Life in the minority at the FCC
Federal Communications Commissioner Jessica Rosenworcel is nearly two years into her second stint as a Democratic member of the FCC. Her first five-year term was during the Obama administration before she left the agency briefly when her confirmation for a new term was held up amid Senate bickering. Prior to being confirmed in 2012, Rosenworcel was a policy counsel at the Senate Commerce Committee, first under the late Sen. Daniel Inouye (D-Hawaii) then former Sen. John Rockefeller (D-WV). Prior to that, she got her start as a staffer for the FCC in 1999. Since the Trump administration began and Rosenworcel’s Republican colleague Ajit Pai took over as chairman, many of the achievements of the prior FCC have been rolled back and its authority has been worn away by an ambitious deregulatory agenda.
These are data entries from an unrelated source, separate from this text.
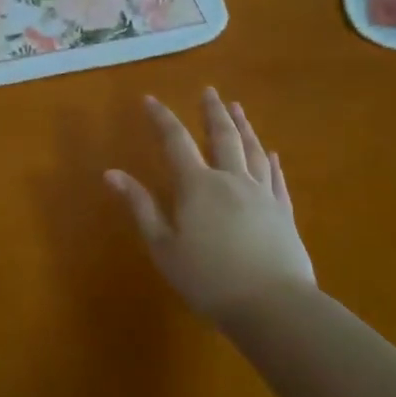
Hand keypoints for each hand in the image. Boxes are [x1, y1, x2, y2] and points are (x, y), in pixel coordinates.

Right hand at [105, 88, 316, 322]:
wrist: (273, 306)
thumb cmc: (209, 279)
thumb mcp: (163, 246)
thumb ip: (140, 207)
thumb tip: (112, 174)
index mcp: (197, 186)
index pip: (175, 141)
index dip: (161, 118)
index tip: (149, 99)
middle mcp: (231, 180)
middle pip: (222, 136)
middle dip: (212, 111)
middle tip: (209, 91)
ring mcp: (262, 194)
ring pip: (252, 150)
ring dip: (243, 126)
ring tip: (237, 108)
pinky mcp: (283, 212)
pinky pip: (276, 178)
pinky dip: (271, 161)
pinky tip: (272, 153)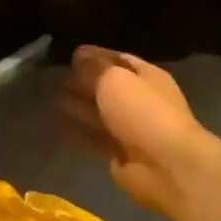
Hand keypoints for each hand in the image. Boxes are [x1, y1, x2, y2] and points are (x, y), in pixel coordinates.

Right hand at [61, 46, 220, 220]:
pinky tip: (58, 122)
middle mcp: (141, 100)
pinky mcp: (121, 155)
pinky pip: (94, 137)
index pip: (119, 59)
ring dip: (79, 105)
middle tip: (55, 76)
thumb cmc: (143, 112)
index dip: (95, 55)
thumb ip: (94, 67)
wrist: (168, 167)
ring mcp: (132, 129)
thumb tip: (78, 54)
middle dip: (84, 81)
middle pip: (108, 87)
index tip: (70, 53)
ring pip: (100, 112)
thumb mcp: (114, 79)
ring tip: (53, 96)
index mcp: (148, 77)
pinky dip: (78, 129)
As a member of the minority on the current commission, Commissioner Rosenworcel is limited in the ways she can fight back. Still, she says she thinks it’s important to speak out constantly about where she thinks the agency is falling short. “It’s not easy being in the minority,” said Michael Copps, who served as a Democratic commissioner from 2001 to 2011 and is Rosenworcel’s former boss. “She has shown some inventive and creative ways to get the word out. I think her voice is being heard even though she is in the minority. I think you folks in the media go to her because you know she knows what she’s talking about.”